Film By the Balance and Lone Wolf Media
Developed and executive produced by Dr. Ross Greene
1 hr, 26 minutes
Today’s school systems are challenged in handling children’s extreme behaviors, school shootings and poor outcomes for kids with special needs and mental disabilities. The new film “The Kids We Lose” looks closely at the way schools are addressing the troubling behavior of some children, many times with restraint, seclusion and expulsion for children as young as 5.
The film opens with the story of Dylan, an adult whose unruly behavior in school ultimately led him to be expelled multiple times and eventually moved to an alternative school. Dylan ended up moving out of his family’s home at age 15, aging out of a youth center at age 18 and was eventually incarcerated.
“The Kids We Lose” also highlights the stories of several other children, many of them with disabilities, and how they struggle in the school system. They are restrained, put into isolation and expelled. With that as the backdrop, the film explores the way schools with punitive environments make it difficult for children who have learning disabilities and behavioral problems to actually learn.
The stage is then set for a greater discussion about the school-to-prison pipeline and how punitive responses to children who are struggling ultimately help to funnel kids into that pipeline. This funnel also intersects with race, poverty and disabilities.
Importantly, the film also highlights the economic factors of what it costs to educate a child in a regular classroom and how those expenses increase with each progressive level of education (adding paraprofessional supports, alternative schools, residential treatment) and then eventually the price tag for incarceration.

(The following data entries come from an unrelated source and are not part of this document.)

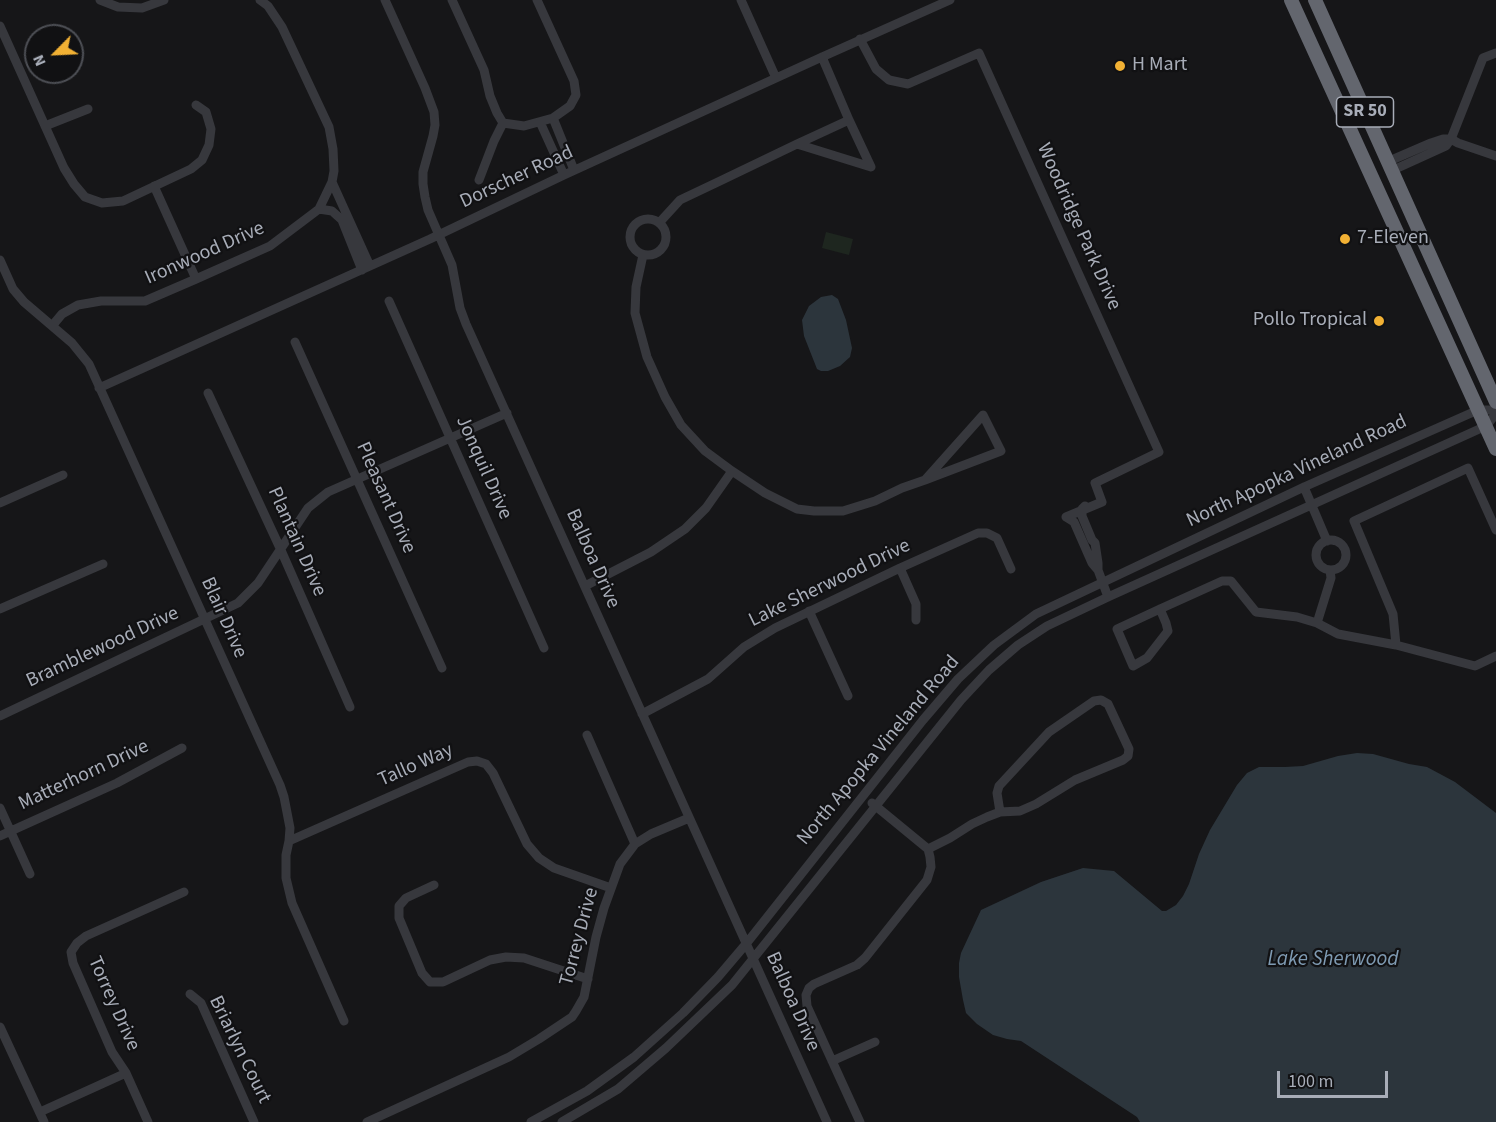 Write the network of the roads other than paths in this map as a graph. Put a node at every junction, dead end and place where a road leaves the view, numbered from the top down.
1 (100, 0) edge
2 (164, 0) edge
3 (260, 0) edge
4 (385, 0) edge
5 (452, 0) edge
6 (537, 0) edge
7 (733, 0) edge
8 (741, 0) edge
9 (950, 0) edge
10 (1291, 0) edge
11 (1314, 0) edge
12 (746, 12) junction
13 (0, 26) edge
14 (860, 39) junction
15 (1496, 53) edge
16 (822, 57) junction
17 (776, 78) junction
18 (196, 105) dead end
19 (88, 109) dead end
20 (553, 118) junction
21 (1346, 118) junction
22 (849, 120) junction
23 (540, 122) junction
24 (503, 123) junction
25 (45, 126) junction
26 (1451, 139) junction
27 (798, 144) junction
28 (1496, 156) edge
29 (1389, 166) junction
30 (574, 170) junction
31 (564, 175) junction
32 (1372, 176) junction
33 (479, 180) dead end
34 (332, 182) junction
35 (154, 186) junction
36 (319, 209) junction
37 (659, 223) junction
38 (1416, 224) junction
39 (439, 235) junction
40 (643, 255) junction
41 (0, 260) edge
42 (366, 268) junction
43 (196, 279) junction
44 (389, 301) dead end
45 (52, 326) junction
46 (295, 342) dead end
47 (99, 388) junction
48 (208, 393) dead end
49 (1496, 402) edge
50 (1478, 410) junction
51 (1496, 412) edge
52 (507, 413) junction
53 (1486, 426) junction
54 (450, 438) junction
55 (1496, 449) edge
56 (732, 471) junction
57 (63, 475) dead end
58 (357, 480) junction
59 (925, 480) junction
60 (1304, 487) junction
61 (0, 503) edge
62 (1312, 504) junction
63 (1082, 509) junction
64 (1496, 531) edge
65 (1327, 541) junction
66 (280, 548) junction
67 (103, 564) dead end
68 (900, 568) junction
69 (1011, 569) dead end
70 (1335, 569) junction
71 (1098, 570) junction
72 (1102, 582) junction
73 (585, 586) junction
74 (1108, 597) junction
75 (0, 609) edge
76 (1160, 609) junction
77 (810, 611) junction
78 (916, 620) dead end
79 (205, 621) junction
80 (1317, 623) junction
81 (1396, 645) junction
82 (544, 648) dead end
83 (1496, 656) edge
84 (442, 668) dead end
85 (848, 696) dead end
86 (350, 707) dead end
87 (642, 714) junction
88 (0, 716) edge
89 (587, 735) dead end
90 (182, 748) dead end
91 (862, 797) junction
92 (875, 806) junction
93 (0, 808) edge
94 (1000, 812) junction
95 (689, 818) junction
96 (10, 831) junction
97 (0, 836) edge
98 (289, 841) junction
99 (635, 844) junction
100 (928, 849) junction
101 (30, 874) dead end
102 (434, 885) dead end
103 (611, 888) junction
104 (184, 892) dead end
105 (746, 944) junction
106 (753, 959) junction
107 (588, 980) junction
108 (190, 994) dead end
109 (344, 1021) dead end
110 (0, 1027) edge
111 (874, 1042) dead end
112 (832, 1061) junction
113 (126, 1073) junction
114 (39, 1112) junction
115 (44, 1122) edge
116 (148, 1122) edge
117 (254, 1122) edge
118 (368, 1122) edge
119 (531, 1122) edge
120 (562, 1122) edge
121 (827, 1122) edge
122 (860, 1122) edge

1 - 2 street
3 - 34 street, Ironwood Drive
4 - 39 street, Balboa Drive
5 - 24 street
6 - 20 street
7 - 12 street
8 - 12 street
9 - 14 street, Dorscher Road
10 - 21 highway, SR 50
11 - 29 highway, SR 50
12 - 17 street
13 - 25 street
14 - 16 street, Dorscher Road
14 - 63 street, Woodridge Park Drive
15 - 26 street
16 - 17 street, Dorscher Road
16 - 22 street
17 - 30 street, Dorscher Road
18 - 35 street
19 - 25 street
20 - 23 street
20 - 30 street
21 - 29 highway
21 - 32 highway, SR 50
22 - 27 street
22 - 27 street
23 - 24 street
23 - 31 street
24 - 33 street
25 - 35 street
26 - 28 street
26 - 29 street
27 - 37 street
29 - 38 highway, SR 50
30 - 31 street, Dorscher Road
31 - 39 street, Dorscher Road
32 - 38 highway
32 - 50 highway, SR 50
34 - 36 street, Ironwood Drive
34 - 42 street
35 - 43 street
36 - 42 street
36 - 43 street, Ironwood Drive
37 - 40 street
37 - 40 street
38 - 49 highway, SR 50
39 - 42 street, Dorscher Road
39 - 52 street, Balboa Drive
40 - 56 street
41 - 45 street, Blair Drive
42 - 47 street, Dorscher Road
43 - 45 street, Ironwood Drive
44 - 54 street, Jonquil Drive
45 - 47 street, Blair Drive
46 - 58 street, Pleasant Drive
47 - 79 street, Blair Drive
48 - 66 street, Plantain Drive
50 - 51 street
50 - 53 highway, SR 50
50 - 60 street, North Apopka Vineland Road
51 - 53 street
52 - 54 street, Bramblewood Drive
52 - 73 street, Balboa Drive
53 - 55 highway, SR 50
53 - 62 street, North Apopka Vineland Road
54 - 58 street, Bramblewood Drive
54 - 82 street, Jonquil Drive
56 - 59 street
56 - 73 street
57 - 61 street
58 - 66 street, Bramblewood Drive
58 - 84 street, Pleasant Drive
59 - 59 street
60 - 62 street
60 - 72 street, North Apopka Vineland Road
62 - 65 street
62 - 74 street, North Apopka Vineland Road
63 - 71 street, Woodridge Park Drive
63 - 71 street, Woodridge Park Drive
64 - 81 street
65 - 70 street
65 - 70 street
66 - 79 street, Bramblewood Drive
66 - 86 street, Plantain Drive
67 - 75 street
68 - 69 street, Lake Sherwood Drive
68 - 77 street, Lake Sherwood Drive
68 - 78 street
70 - 80 street
71 - 72 street, Woodridge Park Drive
72 - 74 street, Woodridge Park Drive
72 - 91 street, North Apopka Vineland Road
73 - 87 street, Balboa Drive
74 - 92 street, North Apopka Vineland Road
76 - 76 street
76 - 80 street
77 - 85 street
77 - 87 street, Lake Sherwood Drive
79 - 88 street, Bramblewood Drive
79 - 98 street, Blair Drive
80 - 81 street
81 - 83 street
87 - 95 street, Balboa Drive
89 - 99 street
90 - 96 street, Matterhorn Drive
91 - 92 street
91 - 105 street, North Apopka Vineland Road
92 - 100 street
92 - 106 street, North Apopka Vineland Road
93 - 96 street
94 - 94 street
94 - 100 street
95 - 99 street, Torrey Drive
95 - 105 street, Balboa Drive
96 - 97 street, Matterhorn Drive
96 - 101 street
98 - 103 street, Tallo Way
98 - 109 street, Blair Drive
99 - 103 street, Torrey Drive
100 - 112 street
102 - 107 street
103 - 107 street, Torrey Drive
104 - 113 street, Torrey Drive
105 - 106 street, Balboa Drive
105 - 119 street, North Apopka Vineland Road
106 - 120 street, North Apopka Vineland Road
106 - 121 street, Balboa Drive
107 - 118 street, Torrey Drive
108 - 117 street, Briarlyn Court
110 - 114 street
111 - 112 street
112 - 122 street
113 - 114 street
113 - 116 street, Torrey Drive
114 - 115 street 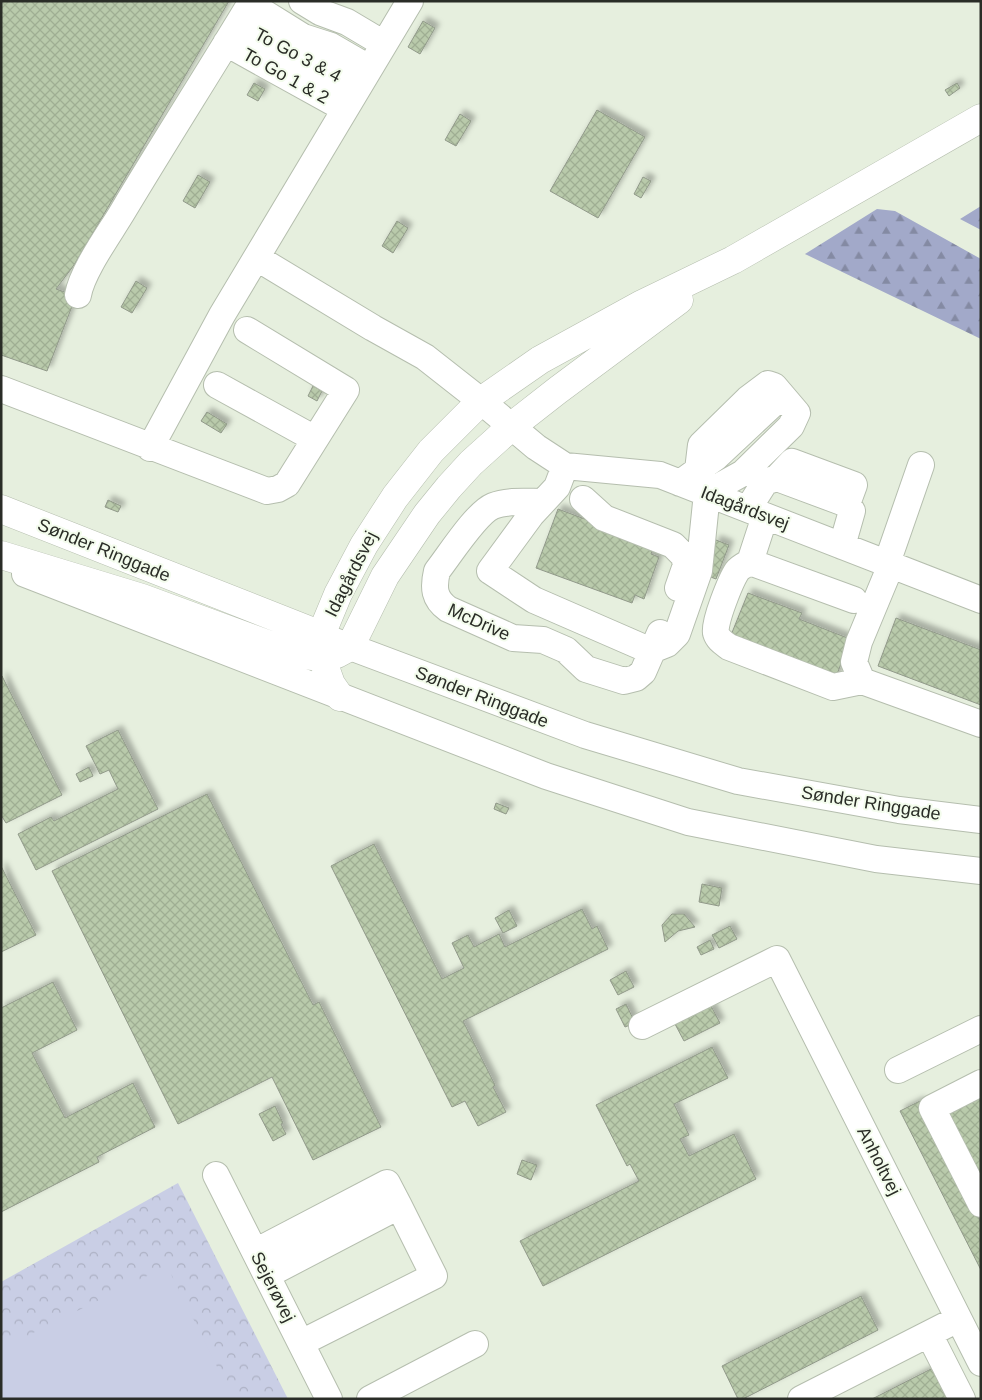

Viewers may find it disturbing to watch how children are restrained and moved to seclusion to address their behavioral issues. But the film is an eye-opening look at how some of the most troubled children are being treated in school. Watching children with special needs like autism suffer in these environments is heartbreaking.
Foster families will most likely relate to the challenges the children in their care have faced over the years. “The Kids We Lose” definitely serves as a call to action to change the way children with trauma and challenges are treated so that they don’t ultimately end up becoming the next generation of prison inmates.